> **EXERCISE DETAILS**: Copy all lines in the material holding the string "Петро".

+===+

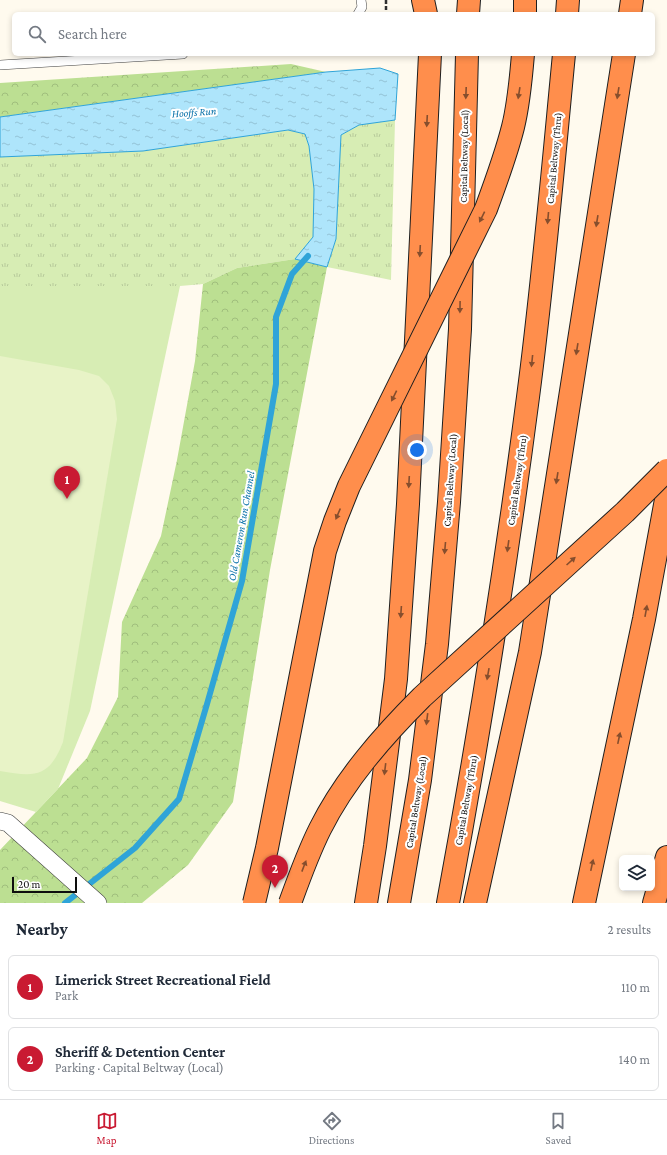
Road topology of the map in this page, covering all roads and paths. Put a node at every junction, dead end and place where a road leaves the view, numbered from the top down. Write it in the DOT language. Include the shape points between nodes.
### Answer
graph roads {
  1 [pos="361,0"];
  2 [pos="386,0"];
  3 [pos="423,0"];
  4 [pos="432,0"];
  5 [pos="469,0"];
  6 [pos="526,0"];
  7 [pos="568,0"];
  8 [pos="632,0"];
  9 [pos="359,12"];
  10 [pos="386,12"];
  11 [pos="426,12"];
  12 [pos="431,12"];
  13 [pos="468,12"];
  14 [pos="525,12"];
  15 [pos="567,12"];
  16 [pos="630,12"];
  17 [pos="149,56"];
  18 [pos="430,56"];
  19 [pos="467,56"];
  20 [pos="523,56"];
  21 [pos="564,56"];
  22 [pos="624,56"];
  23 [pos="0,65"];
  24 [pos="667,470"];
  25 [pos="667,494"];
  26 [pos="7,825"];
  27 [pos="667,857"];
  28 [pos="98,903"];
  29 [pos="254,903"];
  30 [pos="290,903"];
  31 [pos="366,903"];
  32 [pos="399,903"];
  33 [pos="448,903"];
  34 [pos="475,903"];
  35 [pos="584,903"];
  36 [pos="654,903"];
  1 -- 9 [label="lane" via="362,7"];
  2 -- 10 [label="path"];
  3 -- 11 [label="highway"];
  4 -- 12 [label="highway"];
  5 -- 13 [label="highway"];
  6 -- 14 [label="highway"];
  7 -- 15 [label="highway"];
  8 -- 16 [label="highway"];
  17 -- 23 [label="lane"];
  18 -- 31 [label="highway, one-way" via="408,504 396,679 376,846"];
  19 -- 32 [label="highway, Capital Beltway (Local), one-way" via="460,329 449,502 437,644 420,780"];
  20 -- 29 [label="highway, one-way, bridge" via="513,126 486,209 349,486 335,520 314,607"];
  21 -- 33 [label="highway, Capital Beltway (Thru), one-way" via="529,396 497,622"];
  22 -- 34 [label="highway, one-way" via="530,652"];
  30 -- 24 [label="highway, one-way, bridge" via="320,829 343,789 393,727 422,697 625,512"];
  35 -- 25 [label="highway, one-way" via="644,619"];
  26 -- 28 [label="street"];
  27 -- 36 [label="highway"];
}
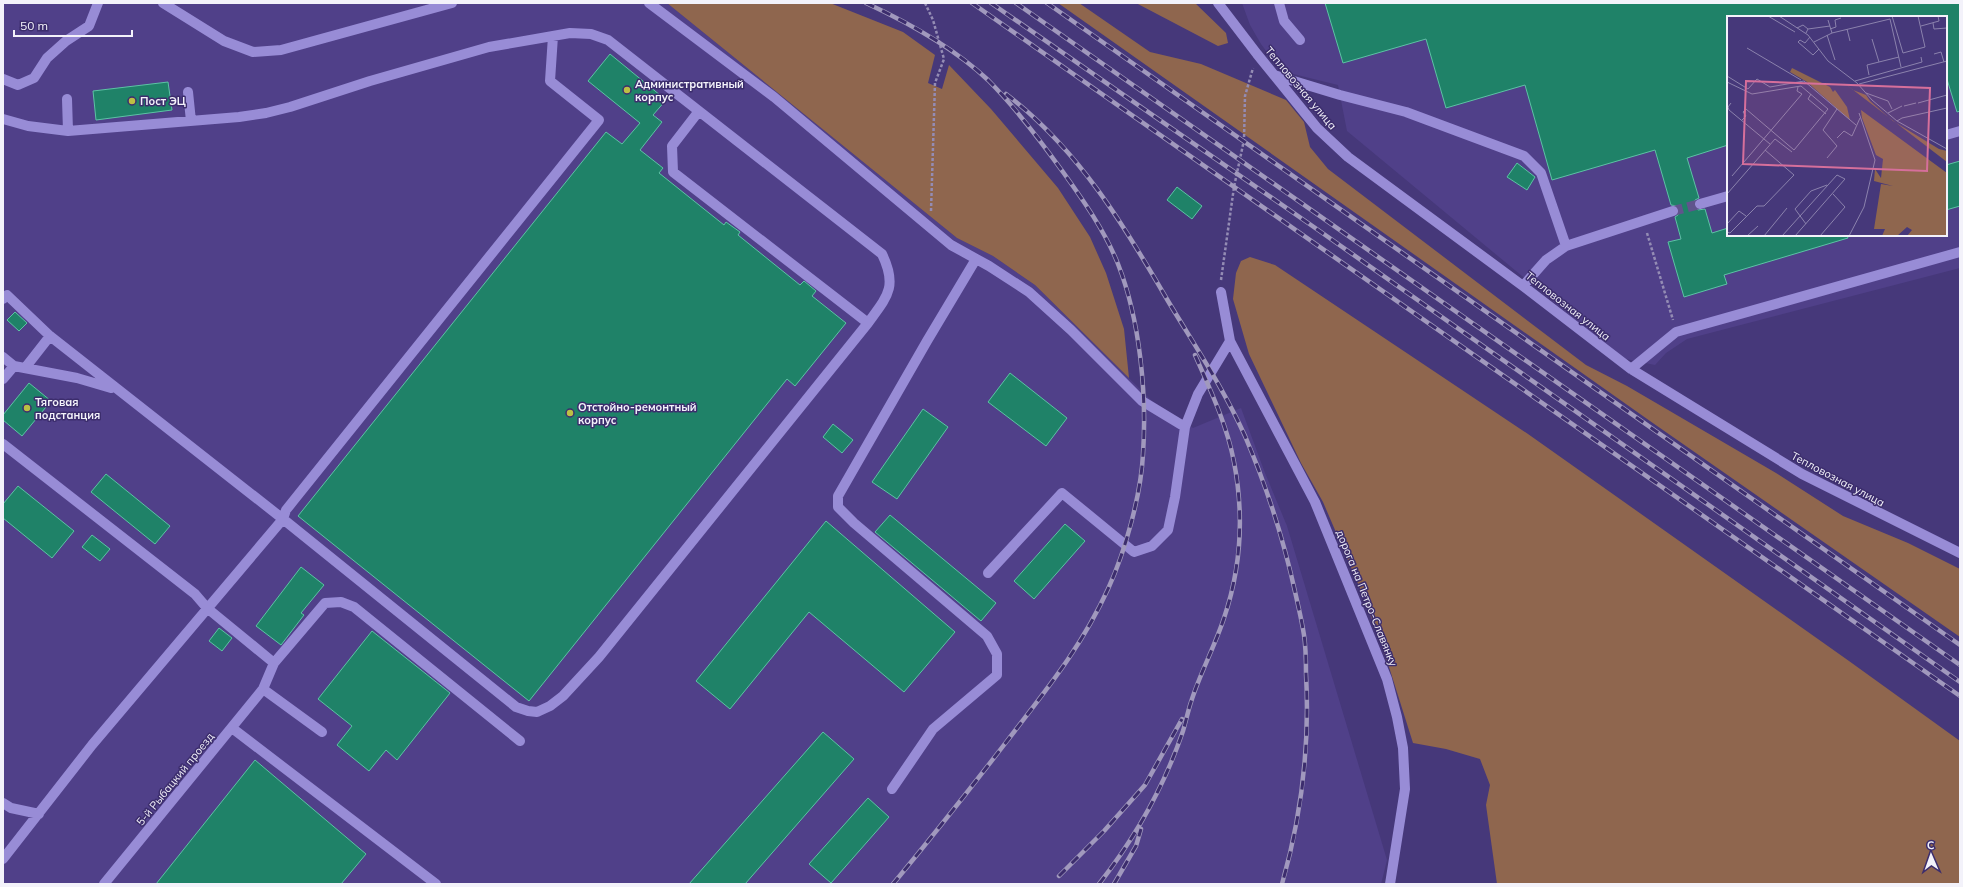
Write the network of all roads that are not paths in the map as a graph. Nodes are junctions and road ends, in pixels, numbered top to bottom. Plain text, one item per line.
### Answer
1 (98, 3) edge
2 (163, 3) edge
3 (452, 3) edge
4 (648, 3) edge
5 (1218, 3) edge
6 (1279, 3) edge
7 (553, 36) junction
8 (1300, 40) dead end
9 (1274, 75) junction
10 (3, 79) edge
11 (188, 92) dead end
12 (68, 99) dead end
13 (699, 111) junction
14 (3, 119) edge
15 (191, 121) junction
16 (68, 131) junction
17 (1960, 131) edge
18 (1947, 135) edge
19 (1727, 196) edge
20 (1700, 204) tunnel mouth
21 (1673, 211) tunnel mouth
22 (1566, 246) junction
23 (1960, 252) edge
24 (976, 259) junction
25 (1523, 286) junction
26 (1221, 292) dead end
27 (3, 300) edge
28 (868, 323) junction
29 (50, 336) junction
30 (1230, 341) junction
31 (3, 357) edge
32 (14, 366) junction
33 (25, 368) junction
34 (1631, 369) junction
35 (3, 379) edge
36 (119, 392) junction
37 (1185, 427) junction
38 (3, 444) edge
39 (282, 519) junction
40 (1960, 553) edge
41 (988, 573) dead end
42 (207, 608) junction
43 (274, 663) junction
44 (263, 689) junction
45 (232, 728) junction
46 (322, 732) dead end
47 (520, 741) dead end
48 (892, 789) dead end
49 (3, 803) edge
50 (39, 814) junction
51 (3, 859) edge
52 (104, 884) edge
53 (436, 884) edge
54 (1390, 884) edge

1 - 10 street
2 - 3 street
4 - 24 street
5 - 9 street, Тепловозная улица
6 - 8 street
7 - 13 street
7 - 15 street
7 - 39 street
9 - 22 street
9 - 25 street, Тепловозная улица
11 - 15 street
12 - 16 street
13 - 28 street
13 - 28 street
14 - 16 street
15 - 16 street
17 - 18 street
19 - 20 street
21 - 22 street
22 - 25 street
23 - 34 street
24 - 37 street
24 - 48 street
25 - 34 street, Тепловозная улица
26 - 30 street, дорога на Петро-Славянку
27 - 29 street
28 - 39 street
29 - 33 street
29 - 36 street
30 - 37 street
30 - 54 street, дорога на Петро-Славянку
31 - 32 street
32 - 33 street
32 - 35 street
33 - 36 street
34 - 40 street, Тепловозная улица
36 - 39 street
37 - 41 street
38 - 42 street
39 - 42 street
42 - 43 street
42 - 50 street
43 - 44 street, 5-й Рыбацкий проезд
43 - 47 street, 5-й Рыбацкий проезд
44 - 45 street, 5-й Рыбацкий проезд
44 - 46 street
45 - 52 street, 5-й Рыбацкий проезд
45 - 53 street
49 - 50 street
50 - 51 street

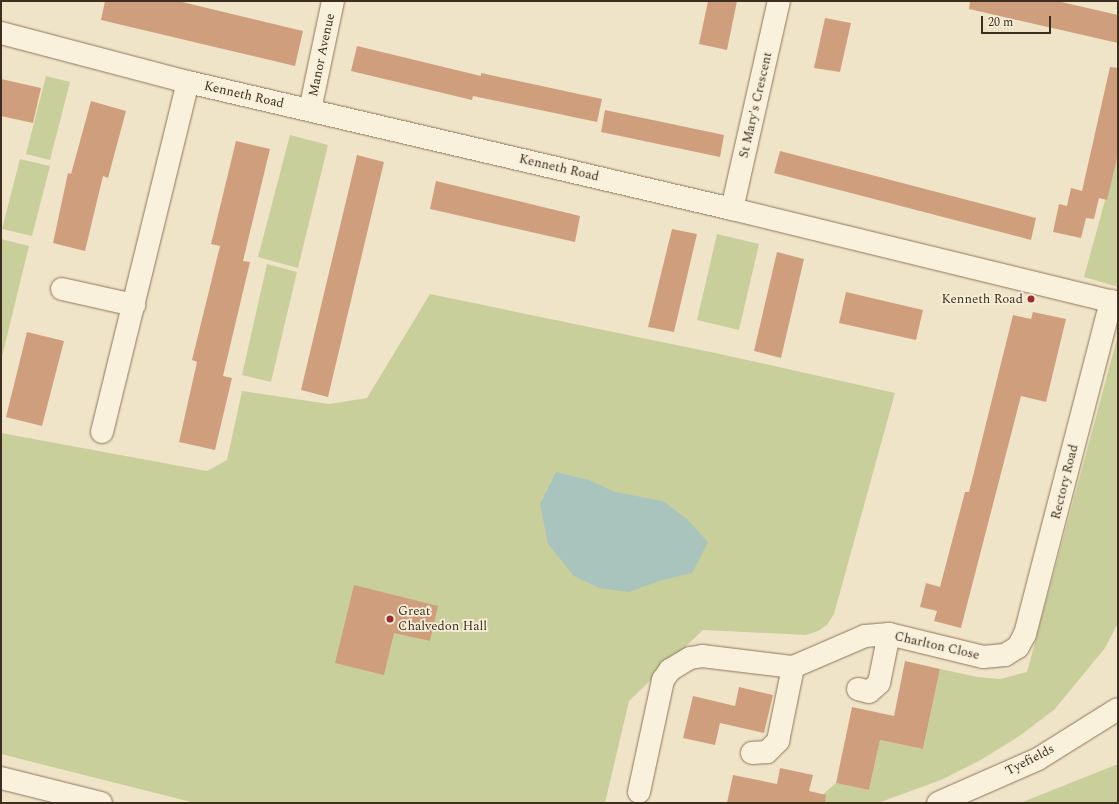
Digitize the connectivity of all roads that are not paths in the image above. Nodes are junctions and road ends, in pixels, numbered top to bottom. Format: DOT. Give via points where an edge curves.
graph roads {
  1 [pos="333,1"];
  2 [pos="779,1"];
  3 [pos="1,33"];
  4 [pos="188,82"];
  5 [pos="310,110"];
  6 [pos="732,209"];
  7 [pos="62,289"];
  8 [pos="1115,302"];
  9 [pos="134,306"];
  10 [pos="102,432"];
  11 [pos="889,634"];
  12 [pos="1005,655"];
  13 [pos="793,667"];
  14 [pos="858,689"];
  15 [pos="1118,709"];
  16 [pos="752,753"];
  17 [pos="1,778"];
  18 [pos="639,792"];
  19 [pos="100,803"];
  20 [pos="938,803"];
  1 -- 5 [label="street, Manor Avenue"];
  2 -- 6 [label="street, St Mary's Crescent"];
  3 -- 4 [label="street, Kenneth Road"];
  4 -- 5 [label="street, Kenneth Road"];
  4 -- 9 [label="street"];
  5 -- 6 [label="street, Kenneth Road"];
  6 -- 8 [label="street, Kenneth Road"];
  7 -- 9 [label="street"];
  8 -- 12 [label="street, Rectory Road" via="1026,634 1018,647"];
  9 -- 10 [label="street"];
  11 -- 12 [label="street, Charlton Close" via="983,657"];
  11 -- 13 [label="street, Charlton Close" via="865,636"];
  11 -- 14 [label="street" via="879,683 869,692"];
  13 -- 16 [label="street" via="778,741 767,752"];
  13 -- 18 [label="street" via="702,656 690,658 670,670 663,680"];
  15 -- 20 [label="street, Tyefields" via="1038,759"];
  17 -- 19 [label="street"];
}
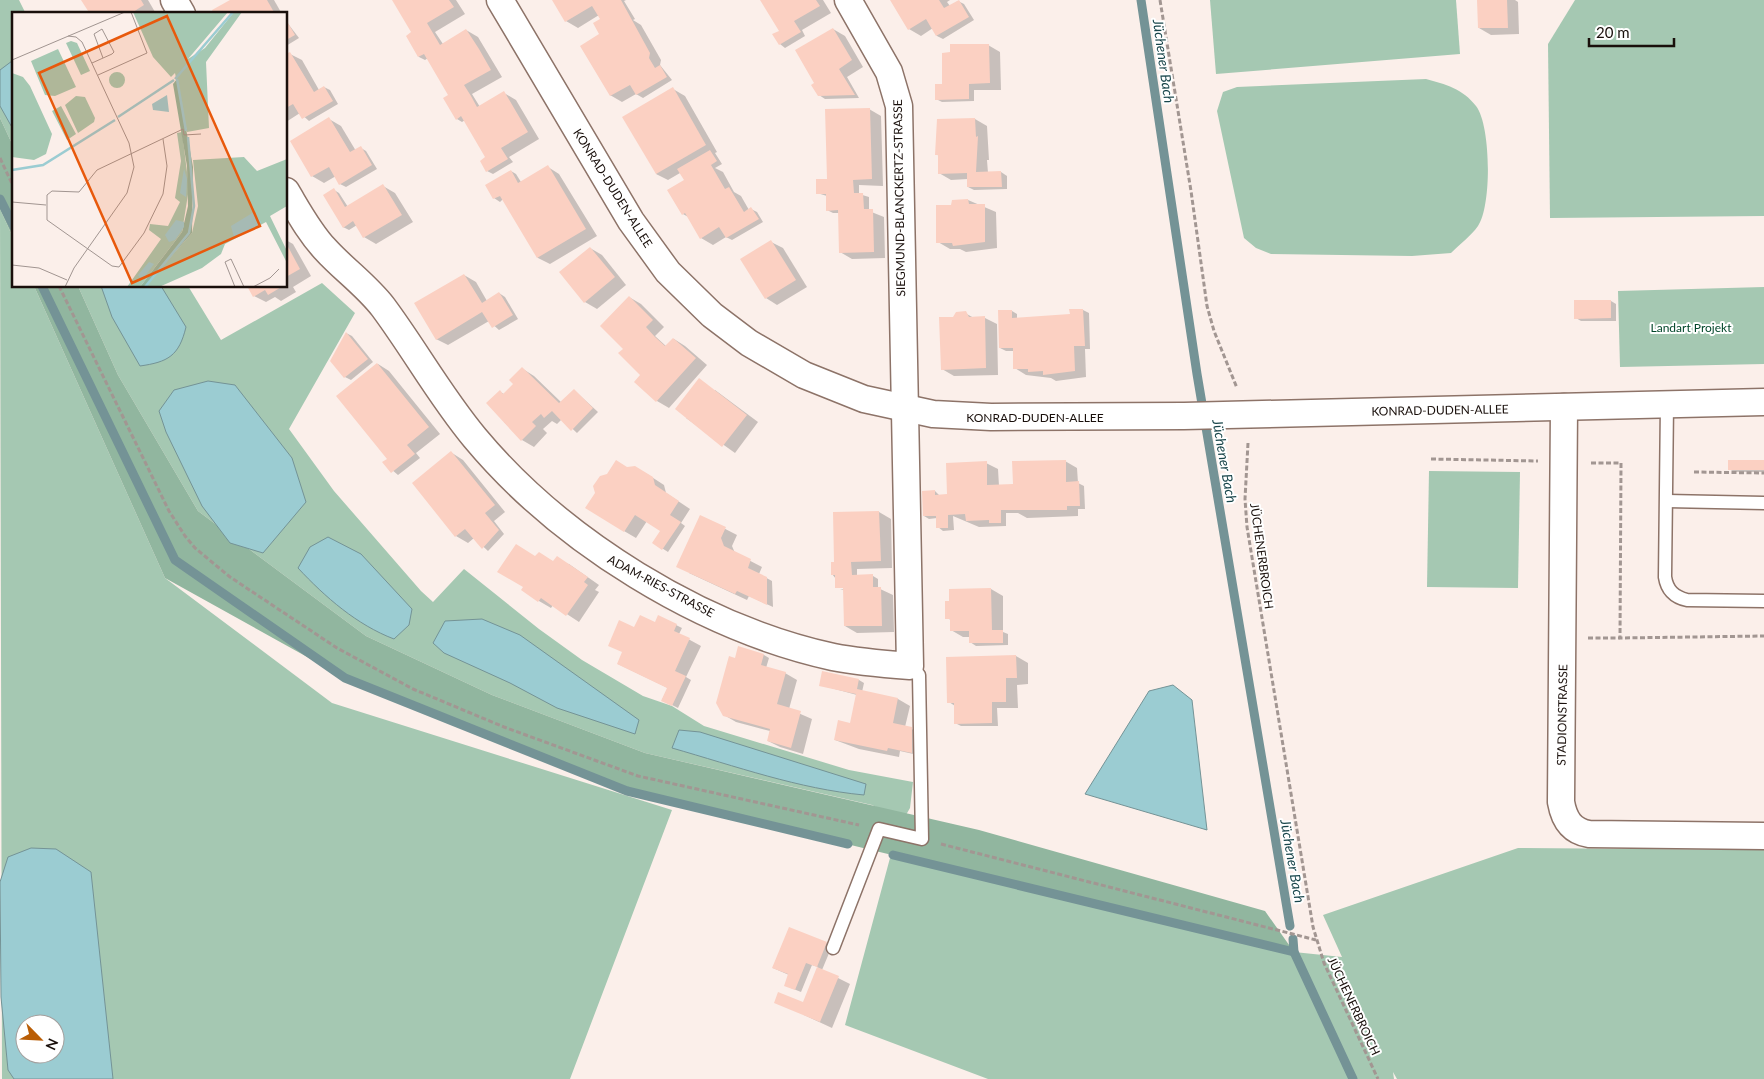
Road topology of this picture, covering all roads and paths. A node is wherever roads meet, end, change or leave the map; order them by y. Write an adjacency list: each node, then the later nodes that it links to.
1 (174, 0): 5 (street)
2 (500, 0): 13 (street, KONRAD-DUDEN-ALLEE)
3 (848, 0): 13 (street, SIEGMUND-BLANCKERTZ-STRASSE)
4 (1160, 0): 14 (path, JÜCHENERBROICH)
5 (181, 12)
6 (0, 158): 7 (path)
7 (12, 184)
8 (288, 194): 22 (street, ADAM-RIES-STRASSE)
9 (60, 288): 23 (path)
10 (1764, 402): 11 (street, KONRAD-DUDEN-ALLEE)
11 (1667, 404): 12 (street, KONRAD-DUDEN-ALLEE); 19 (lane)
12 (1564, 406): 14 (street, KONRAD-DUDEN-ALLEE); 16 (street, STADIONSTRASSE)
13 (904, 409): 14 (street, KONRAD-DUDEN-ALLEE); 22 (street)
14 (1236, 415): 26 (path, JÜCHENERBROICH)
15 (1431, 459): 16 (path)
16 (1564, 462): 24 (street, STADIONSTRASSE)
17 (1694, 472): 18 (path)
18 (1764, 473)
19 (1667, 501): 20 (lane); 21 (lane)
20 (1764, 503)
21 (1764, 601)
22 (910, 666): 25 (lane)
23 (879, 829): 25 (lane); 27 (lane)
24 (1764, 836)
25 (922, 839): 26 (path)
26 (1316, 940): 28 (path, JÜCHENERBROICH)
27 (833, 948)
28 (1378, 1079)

+===+

> **TASK SOLUTION**:
26 - 30 street, дорога на Петро-Славянку
30 - 54 street, дорога на Петро-Славянку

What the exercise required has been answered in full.